The investment bank added: “A strong El Niño event could occur in the second half of 2026, potentially triggering new food supply shocks in the same way oil and fertilizer pressures are moving through the food chain.”
Among Southeast Asian countries, the central bank expects Singapore and the Philippines to be directly exposed to global food price shocks due to their status as net food importers.
Other regions in Southeast Asia also remain vulnerable to food price shocks. Malaysia and Indonesia may seem more isolated because of their palm oil industries, but if the palm oil sector is not taken into account, both would be net food importers, the report said.
More than 90% of Thailand’s fertilizers are imported, Goldman said, exposing the country to global food price shocks through rising food input prices.
Fuel shortages caused by the Iran war are likely to show up in food prices. According to a paper from the London School of Economics and Political Science, changes in oil prices are transmitted rapidly along the supply chain because energy is a major production input and transportation cost for goods such as food.

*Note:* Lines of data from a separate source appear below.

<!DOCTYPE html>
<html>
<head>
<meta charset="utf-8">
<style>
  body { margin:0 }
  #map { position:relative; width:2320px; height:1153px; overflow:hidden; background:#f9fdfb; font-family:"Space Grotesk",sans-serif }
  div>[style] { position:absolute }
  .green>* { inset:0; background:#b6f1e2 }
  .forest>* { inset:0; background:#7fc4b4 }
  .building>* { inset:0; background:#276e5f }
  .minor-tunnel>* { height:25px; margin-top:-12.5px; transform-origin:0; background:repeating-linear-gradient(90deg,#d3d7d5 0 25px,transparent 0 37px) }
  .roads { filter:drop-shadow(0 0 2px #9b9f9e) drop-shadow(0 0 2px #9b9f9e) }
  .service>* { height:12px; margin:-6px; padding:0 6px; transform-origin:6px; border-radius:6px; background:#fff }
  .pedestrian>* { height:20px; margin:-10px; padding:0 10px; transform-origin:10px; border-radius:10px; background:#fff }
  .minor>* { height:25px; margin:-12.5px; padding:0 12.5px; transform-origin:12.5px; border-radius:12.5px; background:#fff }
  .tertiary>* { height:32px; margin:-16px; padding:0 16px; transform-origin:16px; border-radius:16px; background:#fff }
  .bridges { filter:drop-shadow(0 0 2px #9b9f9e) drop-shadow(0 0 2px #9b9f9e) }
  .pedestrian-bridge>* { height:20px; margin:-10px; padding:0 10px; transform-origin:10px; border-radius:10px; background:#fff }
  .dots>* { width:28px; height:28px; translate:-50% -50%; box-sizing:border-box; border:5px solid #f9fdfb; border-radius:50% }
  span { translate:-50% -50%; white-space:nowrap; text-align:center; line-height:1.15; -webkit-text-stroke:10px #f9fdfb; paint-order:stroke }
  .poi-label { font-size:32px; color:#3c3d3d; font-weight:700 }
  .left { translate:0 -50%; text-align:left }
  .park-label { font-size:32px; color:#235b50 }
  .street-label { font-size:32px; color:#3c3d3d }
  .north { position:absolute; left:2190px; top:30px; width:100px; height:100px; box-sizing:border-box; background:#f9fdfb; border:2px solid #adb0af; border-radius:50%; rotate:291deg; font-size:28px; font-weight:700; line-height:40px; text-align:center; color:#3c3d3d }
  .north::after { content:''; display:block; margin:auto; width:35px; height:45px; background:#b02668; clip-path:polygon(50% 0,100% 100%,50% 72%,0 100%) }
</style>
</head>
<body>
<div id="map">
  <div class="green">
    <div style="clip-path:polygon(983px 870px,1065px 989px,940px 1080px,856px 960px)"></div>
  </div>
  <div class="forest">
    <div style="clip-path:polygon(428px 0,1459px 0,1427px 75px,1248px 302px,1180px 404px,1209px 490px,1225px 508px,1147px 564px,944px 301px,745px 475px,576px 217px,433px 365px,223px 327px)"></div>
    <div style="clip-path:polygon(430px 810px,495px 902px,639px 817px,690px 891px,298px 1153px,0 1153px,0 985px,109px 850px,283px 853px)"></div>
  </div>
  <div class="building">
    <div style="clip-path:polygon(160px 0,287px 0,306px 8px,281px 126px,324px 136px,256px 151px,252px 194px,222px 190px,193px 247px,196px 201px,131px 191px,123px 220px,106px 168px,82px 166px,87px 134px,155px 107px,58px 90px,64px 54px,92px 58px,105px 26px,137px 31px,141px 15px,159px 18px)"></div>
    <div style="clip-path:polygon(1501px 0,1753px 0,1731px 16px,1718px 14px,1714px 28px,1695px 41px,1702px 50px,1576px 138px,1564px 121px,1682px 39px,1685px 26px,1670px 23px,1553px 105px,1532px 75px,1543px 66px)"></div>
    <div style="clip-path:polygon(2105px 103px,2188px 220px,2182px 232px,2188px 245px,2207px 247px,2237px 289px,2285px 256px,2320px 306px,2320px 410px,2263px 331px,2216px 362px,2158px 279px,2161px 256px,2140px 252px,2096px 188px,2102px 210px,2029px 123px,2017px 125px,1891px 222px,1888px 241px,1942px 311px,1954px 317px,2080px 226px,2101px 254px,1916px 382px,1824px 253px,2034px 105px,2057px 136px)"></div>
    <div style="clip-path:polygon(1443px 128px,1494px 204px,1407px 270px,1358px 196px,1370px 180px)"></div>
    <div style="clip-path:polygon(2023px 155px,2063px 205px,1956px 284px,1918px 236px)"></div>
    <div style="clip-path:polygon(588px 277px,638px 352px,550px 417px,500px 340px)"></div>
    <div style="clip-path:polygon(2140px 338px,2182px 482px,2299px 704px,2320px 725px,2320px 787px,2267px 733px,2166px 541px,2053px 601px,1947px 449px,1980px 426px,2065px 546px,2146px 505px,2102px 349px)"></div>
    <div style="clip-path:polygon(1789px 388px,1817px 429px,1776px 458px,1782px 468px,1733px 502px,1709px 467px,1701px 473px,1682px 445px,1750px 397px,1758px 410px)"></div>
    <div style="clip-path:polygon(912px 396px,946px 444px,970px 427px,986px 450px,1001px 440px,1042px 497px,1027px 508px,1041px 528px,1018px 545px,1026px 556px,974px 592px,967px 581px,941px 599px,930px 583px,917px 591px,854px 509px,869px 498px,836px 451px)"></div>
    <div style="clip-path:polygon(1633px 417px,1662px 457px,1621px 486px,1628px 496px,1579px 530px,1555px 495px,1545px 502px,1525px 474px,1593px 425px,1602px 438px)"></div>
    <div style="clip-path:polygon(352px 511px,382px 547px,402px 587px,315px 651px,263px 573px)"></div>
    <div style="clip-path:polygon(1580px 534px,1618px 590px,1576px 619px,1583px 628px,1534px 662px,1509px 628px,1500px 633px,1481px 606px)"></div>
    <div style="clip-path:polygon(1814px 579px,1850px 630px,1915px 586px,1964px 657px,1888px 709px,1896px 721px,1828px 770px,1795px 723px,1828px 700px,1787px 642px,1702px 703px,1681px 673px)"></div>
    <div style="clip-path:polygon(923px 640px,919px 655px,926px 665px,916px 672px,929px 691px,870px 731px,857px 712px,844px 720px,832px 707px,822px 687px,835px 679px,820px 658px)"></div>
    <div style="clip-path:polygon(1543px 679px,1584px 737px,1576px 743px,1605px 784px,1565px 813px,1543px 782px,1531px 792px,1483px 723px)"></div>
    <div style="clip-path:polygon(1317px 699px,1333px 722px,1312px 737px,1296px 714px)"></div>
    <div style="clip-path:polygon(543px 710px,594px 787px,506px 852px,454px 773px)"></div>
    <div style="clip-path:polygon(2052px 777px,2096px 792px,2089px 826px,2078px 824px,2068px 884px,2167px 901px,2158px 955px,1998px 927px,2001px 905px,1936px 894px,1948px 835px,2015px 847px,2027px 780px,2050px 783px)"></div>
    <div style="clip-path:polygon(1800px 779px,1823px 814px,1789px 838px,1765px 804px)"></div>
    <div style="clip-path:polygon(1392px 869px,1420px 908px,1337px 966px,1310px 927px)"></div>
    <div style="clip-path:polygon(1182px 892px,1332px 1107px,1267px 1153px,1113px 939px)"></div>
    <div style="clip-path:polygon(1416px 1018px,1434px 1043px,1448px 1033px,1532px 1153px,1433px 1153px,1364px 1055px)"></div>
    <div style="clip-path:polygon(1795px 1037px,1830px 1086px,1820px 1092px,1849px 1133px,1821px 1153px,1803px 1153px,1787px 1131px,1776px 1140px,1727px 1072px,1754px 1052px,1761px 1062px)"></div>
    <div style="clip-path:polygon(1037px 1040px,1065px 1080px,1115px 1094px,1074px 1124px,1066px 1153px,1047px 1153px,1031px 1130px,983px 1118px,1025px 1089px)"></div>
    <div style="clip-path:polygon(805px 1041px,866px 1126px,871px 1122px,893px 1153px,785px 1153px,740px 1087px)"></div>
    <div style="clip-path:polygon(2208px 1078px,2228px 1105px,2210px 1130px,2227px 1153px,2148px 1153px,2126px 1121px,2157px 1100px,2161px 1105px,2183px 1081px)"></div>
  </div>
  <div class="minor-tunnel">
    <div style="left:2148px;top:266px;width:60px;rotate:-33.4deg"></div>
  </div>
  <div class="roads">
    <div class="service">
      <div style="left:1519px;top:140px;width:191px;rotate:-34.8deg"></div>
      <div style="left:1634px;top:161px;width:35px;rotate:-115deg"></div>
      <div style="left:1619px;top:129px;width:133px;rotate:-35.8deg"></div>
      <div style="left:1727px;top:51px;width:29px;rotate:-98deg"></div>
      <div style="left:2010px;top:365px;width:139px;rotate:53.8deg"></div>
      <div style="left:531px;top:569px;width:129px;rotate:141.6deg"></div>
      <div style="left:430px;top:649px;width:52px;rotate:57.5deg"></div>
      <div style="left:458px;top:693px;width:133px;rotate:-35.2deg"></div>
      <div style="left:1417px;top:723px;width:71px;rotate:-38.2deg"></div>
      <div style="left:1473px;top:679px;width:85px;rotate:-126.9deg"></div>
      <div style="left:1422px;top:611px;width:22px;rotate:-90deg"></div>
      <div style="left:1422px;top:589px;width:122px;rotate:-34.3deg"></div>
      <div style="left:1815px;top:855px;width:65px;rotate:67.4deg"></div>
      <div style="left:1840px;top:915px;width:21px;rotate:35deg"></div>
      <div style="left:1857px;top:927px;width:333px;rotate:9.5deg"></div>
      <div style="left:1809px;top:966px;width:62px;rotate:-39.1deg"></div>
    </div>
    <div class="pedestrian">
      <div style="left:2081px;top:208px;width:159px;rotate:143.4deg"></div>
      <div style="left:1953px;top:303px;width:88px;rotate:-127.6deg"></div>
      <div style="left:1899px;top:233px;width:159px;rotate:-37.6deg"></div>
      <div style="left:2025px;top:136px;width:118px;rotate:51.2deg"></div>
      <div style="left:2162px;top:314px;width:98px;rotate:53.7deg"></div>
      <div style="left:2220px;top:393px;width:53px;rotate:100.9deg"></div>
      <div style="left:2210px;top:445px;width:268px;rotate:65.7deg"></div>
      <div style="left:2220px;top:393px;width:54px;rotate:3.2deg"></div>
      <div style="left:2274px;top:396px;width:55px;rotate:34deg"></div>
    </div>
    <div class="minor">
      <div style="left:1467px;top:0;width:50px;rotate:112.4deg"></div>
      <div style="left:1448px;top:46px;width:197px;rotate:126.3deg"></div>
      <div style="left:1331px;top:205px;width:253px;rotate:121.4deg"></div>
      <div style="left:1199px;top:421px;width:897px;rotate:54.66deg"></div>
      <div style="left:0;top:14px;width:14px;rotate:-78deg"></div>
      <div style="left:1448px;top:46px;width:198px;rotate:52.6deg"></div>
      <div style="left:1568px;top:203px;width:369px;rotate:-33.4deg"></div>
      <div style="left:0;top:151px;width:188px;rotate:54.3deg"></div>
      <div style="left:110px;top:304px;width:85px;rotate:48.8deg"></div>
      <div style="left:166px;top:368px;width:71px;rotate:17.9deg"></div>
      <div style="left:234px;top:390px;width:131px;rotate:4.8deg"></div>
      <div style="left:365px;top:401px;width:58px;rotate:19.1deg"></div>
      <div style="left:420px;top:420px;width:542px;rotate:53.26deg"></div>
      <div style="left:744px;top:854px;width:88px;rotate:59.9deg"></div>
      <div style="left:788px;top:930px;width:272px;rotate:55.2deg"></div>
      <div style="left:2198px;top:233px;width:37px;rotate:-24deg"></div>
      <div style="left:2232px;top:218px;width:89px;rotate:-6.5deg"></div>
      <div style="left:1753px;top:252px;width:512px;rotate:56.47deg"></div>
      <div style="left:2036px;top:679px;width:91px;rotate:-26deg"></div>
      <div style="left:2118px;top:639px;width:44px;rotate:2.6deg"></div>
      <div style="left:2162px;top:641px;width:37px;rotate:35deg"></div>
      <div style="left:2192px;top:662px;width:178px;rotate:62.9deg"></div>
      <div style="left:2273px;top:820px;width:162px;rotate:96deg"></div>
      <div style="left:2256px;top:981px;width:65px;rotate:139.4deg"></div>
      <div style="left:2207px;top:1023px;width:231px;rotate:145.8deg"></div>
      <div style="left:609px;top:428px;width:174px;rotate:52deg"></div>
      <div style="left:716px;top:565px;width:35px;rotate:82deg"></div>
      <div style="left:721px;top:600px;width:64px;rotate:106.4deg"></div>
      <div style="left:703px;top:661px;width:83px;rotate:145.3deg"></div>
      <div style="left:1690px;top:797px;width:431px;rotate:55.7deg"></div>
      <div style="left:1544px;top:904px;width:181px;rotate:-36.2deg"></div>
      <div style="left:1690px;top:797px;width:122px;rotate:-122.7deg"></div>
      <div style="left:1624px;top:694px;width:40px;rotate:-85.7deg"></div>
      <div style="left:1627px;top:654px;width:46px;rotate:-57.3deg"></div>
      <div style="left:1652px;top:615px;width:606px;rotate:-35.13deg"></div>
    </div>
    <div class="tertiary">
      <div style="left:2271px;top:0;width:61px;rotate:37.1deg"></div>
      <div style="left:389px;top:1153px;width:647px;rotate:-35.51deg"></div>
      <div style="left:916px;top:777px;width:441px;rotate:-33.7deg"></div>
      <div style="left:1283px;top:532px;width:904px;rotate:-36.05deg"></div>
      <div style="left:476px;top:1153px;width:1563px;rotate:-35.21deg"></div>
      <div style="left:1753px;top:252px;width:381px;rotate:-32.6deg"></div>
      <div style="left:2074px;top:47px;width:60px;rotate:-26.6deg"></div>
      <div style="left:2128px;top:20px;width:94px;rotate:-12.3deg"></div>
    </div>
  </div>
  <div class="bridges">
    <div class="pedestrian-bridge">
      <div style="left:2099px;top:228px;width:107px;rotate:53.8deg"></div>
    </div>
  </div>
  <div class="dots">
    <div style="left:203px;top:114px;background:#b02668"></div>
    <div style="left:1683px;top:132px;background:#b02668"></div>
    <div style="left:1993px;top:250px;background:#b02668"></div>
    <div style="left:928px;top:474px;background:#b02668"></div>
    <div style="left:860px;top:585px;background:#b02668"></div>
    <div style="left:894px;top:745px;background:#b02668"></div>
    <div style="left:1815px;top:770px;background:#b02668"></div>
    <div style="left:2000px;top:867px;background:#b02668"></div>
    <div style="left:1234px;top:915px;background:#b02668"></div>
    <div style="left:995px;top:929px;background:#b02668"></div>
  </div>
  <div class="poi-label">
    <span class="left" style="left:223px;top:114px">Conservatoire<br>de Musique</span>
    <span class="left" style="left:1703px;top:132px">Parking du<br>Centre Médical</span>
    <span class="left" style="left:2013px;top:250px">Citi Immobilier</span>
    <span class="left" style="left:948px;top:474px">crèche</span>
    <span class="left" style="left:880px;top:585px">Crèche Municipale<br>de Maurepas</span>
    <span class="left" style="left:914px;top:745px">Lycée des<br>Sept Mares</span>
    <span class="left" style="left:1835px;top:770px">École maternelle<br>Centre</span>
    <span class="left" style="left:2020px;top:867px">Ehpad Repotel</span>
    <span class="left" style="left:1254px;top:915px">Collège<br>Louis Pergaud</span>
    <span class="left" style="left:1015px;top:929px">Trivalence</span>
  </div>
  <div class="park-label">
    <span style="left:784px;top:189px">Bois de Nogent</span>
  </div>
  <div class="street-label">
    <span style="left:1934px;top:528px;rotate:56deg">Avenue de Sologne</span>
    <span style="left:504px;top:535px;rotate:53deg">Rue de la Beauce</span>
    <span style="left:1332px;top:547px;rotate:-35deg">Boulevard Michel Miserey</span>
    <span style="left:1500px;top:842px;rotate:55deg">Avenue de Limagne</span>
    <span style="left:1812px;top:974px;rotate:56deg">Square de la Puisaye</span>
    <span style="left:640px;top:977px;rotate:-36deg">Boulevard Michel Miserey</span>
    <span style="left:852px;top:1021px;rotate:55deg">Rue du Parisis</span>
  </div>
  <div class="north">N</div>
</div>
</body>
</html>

Continued disruptions to oil supplies could further increase prices and impact availability of fertilizers from the Middle East, according to the OECD report. “This could impact the 2026-2027 planting and harvest season, leading to lower yields and higher food prices in the long term,” the report said.
The Goldman report estimates that, when shocks from oil and fertilizer fluctuations and the effects of El Niño are combined, food inflation in Southeast Asia would rise by an average of 1 percentage point after six months, 2.1 percentage points after 12 months, and slow to 2 percentage points after 18 months.
The report added: “These estimates should not be interpreted as a prediction of overall food inflation, but as additional pressures on top of normal food inflation trends.”